> [EXERCISE REQUIREMENTS]: Every line that holds the word "above" needs to be copied from the data below.

> [DATA EXCERPTS]:
==============================

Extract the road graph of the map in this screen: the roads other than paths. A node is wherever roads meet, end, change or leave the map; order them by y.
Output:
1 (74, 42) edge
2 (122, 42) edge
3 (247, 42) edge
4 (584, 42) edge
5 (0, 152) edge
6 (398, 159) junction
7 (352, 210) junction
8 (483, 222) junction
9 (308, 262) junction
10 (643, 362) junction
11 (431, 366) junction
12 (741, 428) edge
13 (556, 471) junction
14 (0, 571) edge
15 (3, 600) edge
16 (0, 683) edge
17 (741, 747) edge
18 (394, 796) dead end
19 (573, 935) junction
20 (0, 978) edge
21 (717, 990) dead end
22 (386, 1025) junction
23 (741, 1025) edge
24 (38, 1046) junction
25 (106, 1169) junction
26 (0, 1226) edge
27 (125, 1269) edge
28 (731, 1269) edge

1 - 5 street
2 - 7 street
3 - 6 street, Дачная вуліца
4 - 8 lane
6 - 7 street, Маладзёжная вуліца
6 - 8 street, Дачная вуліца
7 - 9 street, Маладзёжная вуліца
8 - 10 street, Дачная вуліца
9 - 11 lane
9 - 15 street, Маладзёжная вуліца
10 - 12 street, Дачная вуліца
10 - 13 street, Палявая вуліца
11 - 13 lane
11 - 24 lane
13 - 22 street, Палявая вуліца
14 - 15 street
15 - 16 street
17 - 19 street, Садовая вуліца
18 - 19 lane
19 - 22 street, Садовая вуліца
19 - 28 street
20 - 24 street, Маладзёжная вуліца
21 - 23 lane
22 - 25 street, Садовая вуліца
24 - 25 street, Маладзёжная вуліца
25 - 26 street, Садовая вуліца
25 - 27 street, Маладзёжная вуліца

==============================

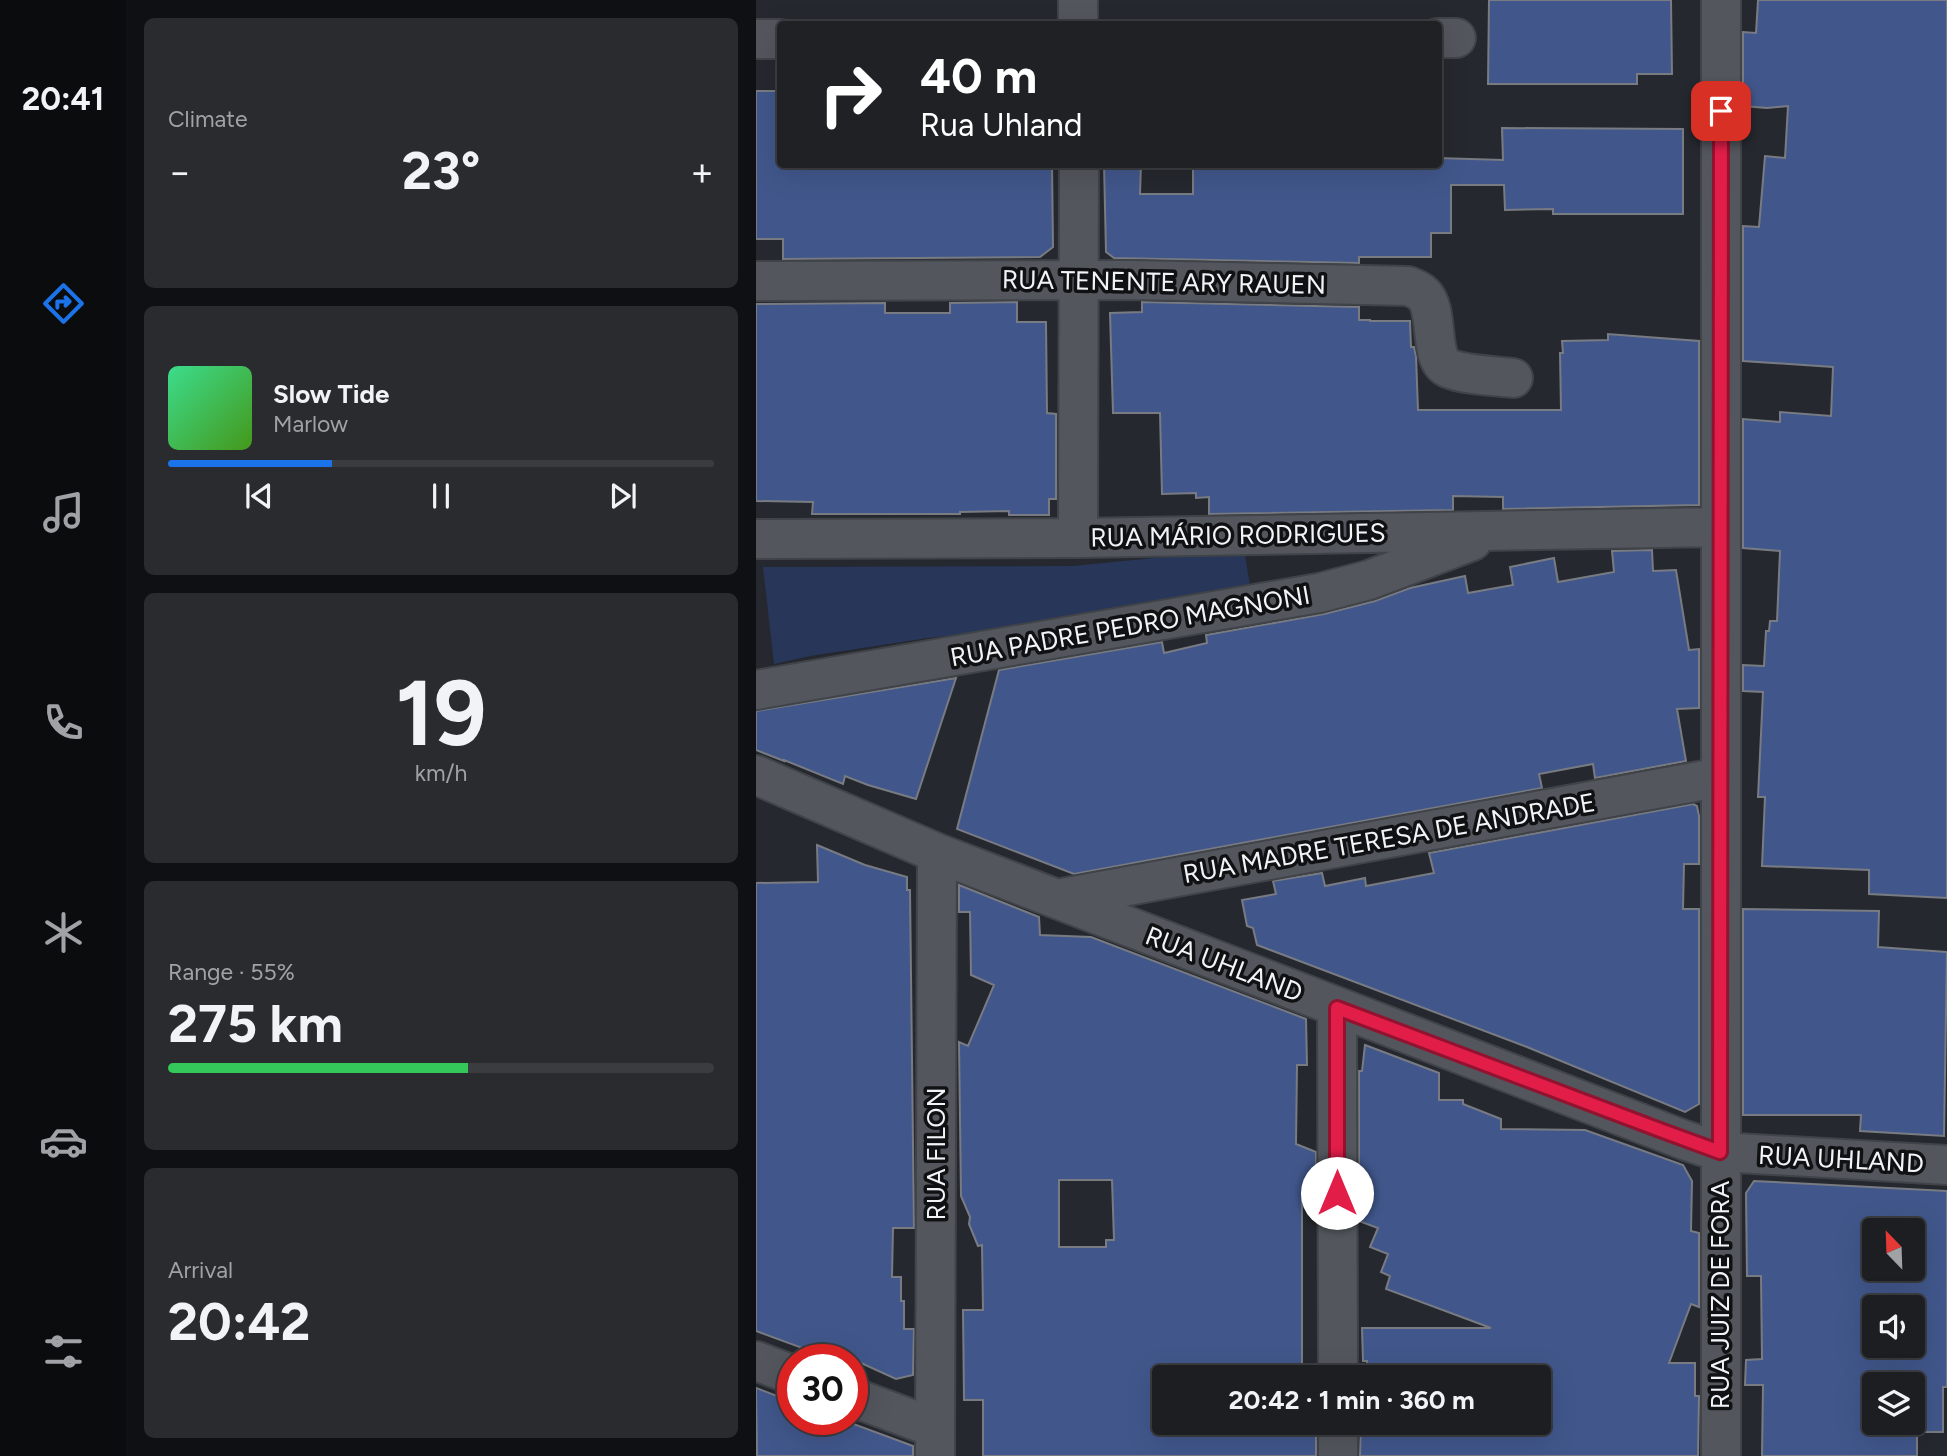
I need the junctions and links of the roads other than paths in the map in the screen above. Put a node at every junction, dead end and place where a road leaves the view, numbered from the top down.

==============================

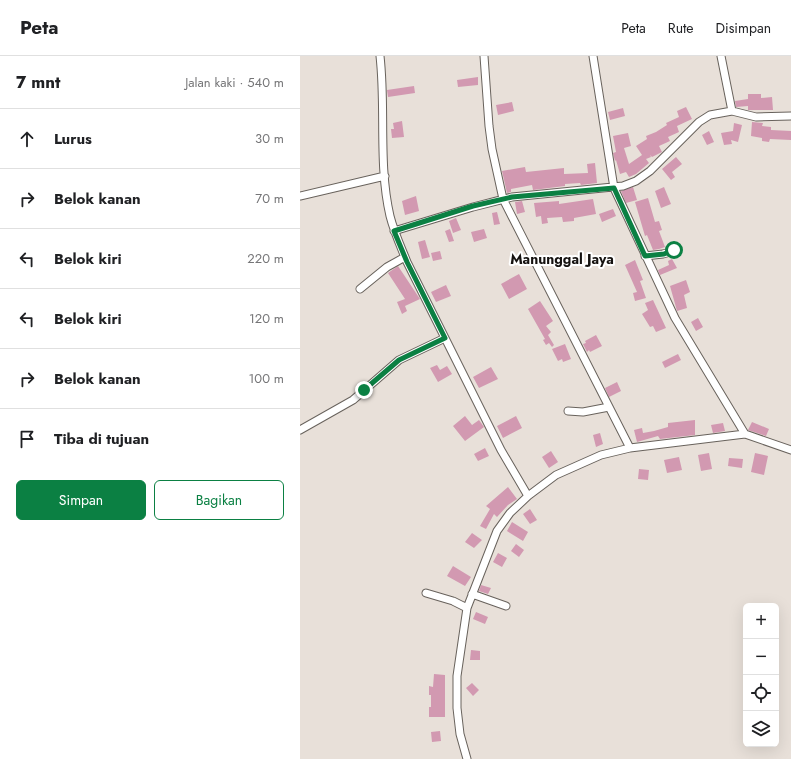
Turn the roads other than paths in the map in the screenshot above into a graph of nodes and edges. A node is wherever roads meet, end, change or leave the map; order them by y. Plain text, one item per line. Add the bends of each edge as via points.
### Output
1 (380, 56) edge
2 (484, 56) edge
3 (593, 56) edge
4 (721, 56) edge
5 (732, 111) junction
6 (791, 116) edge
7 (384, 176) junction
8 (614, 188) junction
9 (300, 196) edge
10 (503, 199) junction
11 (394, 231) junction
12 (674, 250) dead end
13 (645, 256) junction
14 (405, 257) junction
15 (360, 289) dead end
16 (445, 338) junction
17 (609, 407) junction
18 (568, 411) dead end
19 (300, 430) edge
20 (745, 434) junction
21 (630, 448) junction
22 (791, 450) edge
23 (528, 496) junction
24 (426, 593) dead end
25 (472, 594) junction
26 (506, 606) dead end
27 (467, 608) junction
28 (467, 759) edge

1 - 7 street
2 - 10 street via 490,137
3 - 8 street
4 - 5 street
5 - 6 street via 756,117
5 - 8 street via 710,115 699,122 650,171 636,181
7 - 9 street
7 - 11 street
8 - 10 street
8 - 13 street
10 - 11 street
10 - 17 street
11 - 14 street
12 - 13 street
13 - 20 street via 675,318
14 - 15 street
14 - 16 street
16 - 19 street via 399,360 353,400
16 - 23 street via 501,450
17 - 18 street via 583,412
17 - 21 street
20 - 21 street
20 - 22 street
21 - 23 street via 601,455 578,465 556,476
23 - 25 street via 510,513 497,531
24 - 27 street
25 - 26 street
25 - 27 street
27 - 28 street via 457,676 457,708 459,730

==============================

> [RESULT BELOW]:
I need the junctions and links of the roads other than paths in the map in the screen above. Put a node at every junction, dead end and place where a road leaves the view, numbered from the top down.
Turn the roads other than paths in the map in the screenshot above into a graph of nodes and edges. A node is wherever roads meet, end, change or leave the map; order them by y. Plain text, one item per line. Add the bends of each edge as via points.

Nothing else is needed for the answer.